→ Work task:
Pick out and copy every line below that has the word "overflow".

____ Provided data

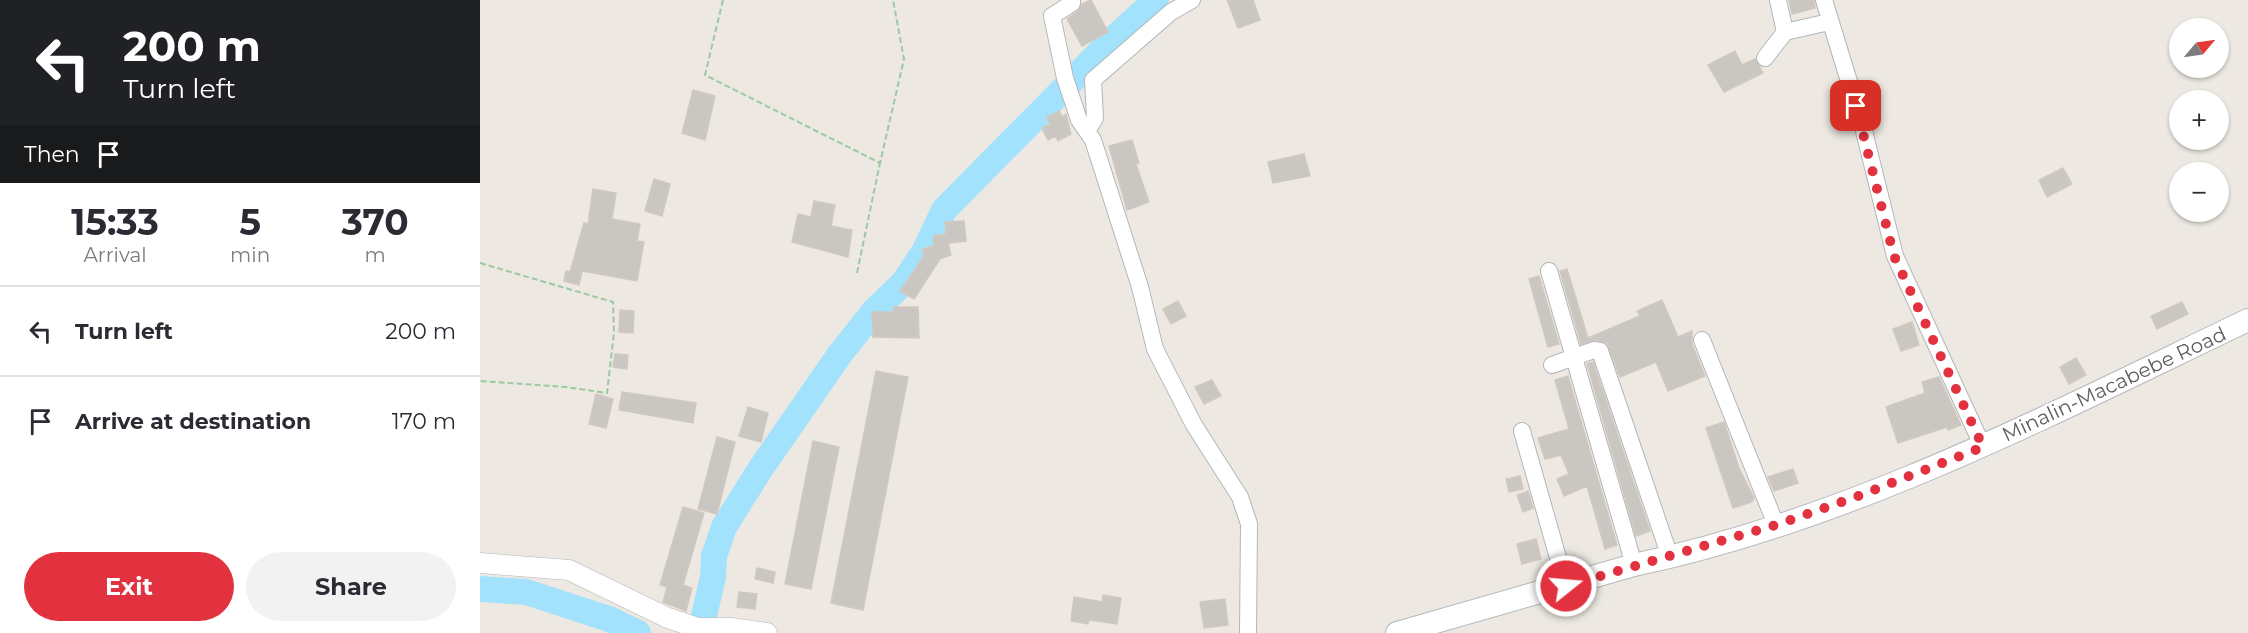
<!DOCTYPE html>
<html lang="en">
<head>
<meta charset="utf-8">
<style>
  body { margin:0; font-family:Montserrat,sans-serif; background:#f2f2f3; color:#2b2b33; height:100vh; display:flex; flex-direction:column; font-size:22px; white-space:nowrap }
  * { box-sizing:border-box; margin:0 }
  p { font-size:20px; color:#7c7c81 }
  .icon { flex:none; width:33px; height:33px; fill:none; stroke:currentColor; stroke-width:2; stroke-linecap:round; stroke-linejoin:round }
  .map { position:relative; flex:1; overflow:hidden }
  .sheet { display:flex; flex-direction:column; background:#fff; width:480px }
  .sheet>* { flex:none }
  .hud { background:#202124; color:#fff; overflow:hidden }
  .needle { width:39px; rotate:61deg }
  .controls { position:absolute; left:1689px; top:18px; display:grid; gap:12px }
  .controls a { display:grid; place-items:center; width:60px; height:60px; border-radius:50%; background:#fff; box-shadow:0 2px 4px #0004; font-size:30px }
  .pin { position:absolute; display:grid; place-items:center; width:51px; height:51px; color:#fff; margin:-26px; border-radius:12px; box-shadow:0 3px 9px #0006 }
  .me { position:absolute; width:66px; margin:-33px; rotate:73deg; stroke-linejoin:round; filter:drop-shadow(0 0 4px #0008) }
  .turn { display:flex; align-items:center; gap:21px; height:126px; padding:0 24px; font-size:27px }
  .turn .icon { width:78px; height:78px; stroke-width:2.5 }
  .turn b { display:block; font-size:42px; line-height:51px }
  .then { display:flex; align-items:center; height:57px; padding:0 24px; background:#0003; gap:12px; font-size:22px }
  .eta { display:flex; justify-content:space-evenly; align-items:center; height:102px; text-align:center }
  .eta b { font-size:36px; font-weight:700; line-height:42px }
  .cta { display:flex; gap:12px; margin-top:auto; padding:12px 24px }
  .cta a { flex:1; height:69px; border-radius:36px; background:#e2323f; color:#fff; font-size:24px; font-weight:700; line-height:69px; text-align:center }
  .cta a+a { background:#f2f2f3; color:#2b2b33 }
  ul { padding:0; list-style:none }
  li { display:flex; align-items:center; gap:18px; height:90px; padding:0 24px; border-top:2px solid #e1e1e2 }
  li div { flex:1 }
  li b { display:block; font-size:22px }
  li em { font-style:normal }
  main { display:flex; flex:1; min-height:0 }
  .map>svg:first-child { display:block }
</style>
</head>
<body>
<main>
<section class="sheet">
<div class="hud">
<div class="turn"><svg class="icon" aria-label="left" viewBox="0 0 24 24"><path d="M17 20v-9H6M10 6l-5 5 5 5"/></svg><div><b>200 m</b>Turn left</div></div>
<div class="then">Then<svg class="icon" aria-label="arrive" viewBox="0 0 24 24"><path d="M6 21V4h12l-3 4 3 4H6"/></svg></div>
</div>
<div class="eta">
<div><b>15:33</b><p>Arrival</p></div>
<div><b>5</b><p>min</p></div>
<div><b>370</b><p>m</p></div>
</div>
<ul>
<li><svg class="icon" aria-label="left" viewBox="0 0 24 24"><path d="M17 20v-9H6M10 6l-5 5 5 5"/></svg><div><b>Turn left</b></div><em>200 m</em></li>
<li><svg class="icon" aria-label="arrive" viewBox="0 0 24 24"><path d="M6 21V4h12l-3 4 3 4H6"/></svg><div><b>Arrive at destination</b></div><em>170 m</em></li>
</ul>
<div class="cta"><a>Exit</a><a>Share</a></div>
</section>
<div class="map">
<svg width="1768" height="633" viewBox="0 0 1768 633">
  <rect width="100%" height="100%" fill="#ede9e2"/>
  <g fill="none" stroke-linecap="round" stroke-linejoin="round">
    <path stroke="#a3e2fc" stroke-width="26" d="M 0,589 L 46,592 L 129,619 L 158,633
      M 220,633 L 233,577 L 234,556 L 244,527 L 281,468 L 360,354 L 394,311 L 424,282 L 444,252 L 464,210 L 630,42 L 676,0"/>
  </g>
  <path fill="#cac6c1" stroke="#d1c9c0" stroke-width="1.5" d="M 611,0 L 628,32 L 602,46 L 587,19 L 598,11 L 602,4 Z
    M 747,0 L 773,0 L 780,20 L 758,28 Z
    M 1309,0 L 1334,0 L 1335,8 L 1312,14 Z
    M 1255,51 L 1262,65 L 1275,59 L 1283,73 L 1244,92 L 1228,65 Z
    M 213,90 L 235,96 L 225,140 L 202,133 Z
    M 579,111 L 582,117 L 586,114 L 591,134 L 578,141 L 576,136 L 568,140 L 562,128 L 570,124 L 567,117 Z
    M 652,140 L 659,163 L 656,164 L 669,202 L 647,210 L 629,146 Z
    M 824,154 L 830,176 L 793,183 L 788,162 Z
    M 1583,168 L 1592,184 L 1567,197 L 1559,180 Z
    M 174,179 L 190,184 L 182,216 L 165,211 Z
    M 113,189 L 136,193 L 132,219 L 160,224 L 157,241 L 164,242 L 157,281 L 102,271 L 99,285 L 84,281 L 86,271 L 90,272 L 104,223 L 108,224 Z
    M 334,201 L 355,205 L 351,226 L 372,230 L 368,257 L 312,242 L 318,214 L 331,217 Z
    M 484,221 L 486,241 L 468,243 L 471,255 L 460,259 L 434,299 L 420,291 L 444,256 L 442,249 L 454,246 L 453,236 L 466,234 L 465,222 Z
    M 1087,269 L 1108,338 L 1160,316 L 1157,311 L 1182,300 L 1198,337 L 1212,331 L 1212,344 L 1225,376 L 1188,391 L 1176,362 L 1140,377 L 1127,343 L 1115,340 L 1101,344 L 1080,271 Z
    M 1059,276 L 1079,344 L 1068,347 L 1049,279 Z
    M 698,301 L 706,316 L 691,324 L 683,309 Z
    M 1702,302 L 1708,314 L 1677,329 L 1671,316 Z
    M 413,307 L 438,307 L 439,338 L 393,337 L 392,312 L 414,312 Z
    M 140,310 L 154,311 L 153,333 L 139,332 Z
    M 1432,322 L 1439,345 L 1421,351 L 1413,329 Z
    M 135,354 L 148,355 L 147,369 L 133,367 Z
    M 1596,358 L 1606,375 L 1589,384 L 1580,367 Z
    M 1113,362 L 1170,531 L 1156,536 L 1107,364 Z
    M 396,371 L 428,377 L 383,610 L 351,603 Z
    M 1088,376 L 1137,545 L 1125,549 L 1107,486 L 1084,496 L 1077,479 L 1089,474 L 1081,455 L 1065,459 L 1058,438 L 1089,429 L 1075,380 Z
    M 1459,377 L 1481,425 L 1468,430 L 1467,427 L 1418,443 L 1406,407 L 1445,393 L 1442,382 Z
    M 732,380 L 741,396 L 724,404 L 715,387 Z
    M 142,392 L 216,403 L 213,423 L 139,410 Z
    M 116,394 L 133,399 L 126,428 L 109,424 Z
    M 268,407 L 288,413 L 281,442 L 259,436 Z
    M 1244,422 L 1259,468 L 1274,498 L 1272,502 L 1253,508 L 1226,428 Z
    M 237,437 L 255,442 L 237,514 L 218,509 Z
    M 333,441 L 359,447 L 331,589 L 305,584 Z
    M 1313,469 L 1318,483 L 1294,491 L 1288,477 Z
    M 1040,476 L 1043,489 L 1029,492 L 1026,479 Z
    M 1048,491 L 1053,508 L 1043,512 L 1037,495 Z
    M 203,507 L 224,513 L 203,585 L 212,588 L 206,611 L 183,602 L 187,587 L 180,585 Z
    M 1056,539 L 1061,559 L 1042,564 L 1037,544 Z
    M 277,568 L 295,572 L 293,583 L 275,579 Z
    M 259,592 L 277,594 L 275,609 L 257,607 Z
    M 623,595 L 641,598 L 637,624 L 609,620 L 608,624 L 591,621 L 594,597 L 622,602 Z
    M 745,599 L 748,625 L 724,628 L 720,602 Z"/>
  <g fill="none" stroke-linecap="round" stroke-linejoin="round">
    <g stroke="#b2b6b9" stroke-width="18">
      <path id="minor" d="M 592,0 L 592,3 L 572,16 L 585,78 L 599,120 L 613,140 L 660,287 L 675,349 L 714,425 L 760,497 L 769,524 L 768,633
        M 1298,0 L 1305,32
        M 1344,0 L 1383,127 L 1415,256 L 1503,447
        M 1285,58 L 1305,32 L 1349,22
        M 607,131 L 615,118 L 613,80 L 691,12 L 712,0
        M 1069,271 L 1154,565
        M 1222,340 L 1296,525
        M 1072,365 L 1114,350 L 1120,351 L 1190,557
        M 1042,431 L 1086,586"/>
    </g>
    <g stroke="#b2b6b9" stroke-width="21">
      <path id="tertiary" d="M 0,563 L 89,570 L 188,618 L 218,628 L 251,628 L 287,633"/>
    </g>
    <g stroke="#b3b8bc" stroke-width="24">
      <path id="secondary" d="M 917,633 L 1154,565 C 1369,520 1571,414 1768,320"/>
    </g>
    <path stroke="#9bc9a1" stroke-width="2" stroke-dasharray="6 3" stroke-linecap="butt" d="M 243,0 L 225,75 L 400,163 L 424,59 L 413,0
      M 0,263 L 133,302 L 134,332 L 127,393 L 86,387 L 0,381
      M 377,273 L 400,163"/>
    <use href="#minor" stroke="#fff" stroke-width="16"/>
    <use href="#tertiary" stroke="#fff" stroke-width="20"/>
    <use href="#secondary" stroke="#fff" stroke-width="22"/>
  </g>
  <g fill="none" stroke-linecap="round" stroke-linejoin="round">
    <path stroke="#e2323f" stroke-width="10" stroke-dasharray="0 18" d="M 1086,586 L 1296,525 L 1376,497 L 1503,447 L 1414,256 L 1376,106"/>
  </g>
  <g text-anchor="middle" stroke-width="5" stroke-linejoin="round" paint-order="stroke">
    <g font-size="20" fill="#5a5f62" stroke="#fff">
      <text transform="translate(1634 384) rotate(-25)" y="7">Minalin-Macabebe Road</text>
    </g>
  </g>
</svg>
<div class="controls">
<a><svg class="needle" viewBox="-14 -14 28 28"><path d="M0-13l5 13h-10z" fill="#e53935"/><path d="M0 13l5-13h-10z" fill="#7c7c81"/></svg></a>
<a>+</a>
<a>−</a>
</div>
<div class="pin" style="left:1376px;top:106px;background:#d93025"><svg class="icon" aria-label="arrive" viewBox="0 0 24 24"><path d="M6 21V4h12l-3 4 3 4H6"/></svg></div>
<svg class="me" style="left:1086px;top:586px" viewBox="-20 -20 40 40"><circle r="17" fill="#e2323f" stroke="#fff" stroke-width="3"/><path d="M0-11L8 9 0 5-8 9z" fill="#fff"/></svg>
</div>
</main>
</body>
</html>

________

→ Output:
  .map { position:relative; flex:1; overflow:hidden }
  .hud { background:#202124; color:#fff; overflow:hidden }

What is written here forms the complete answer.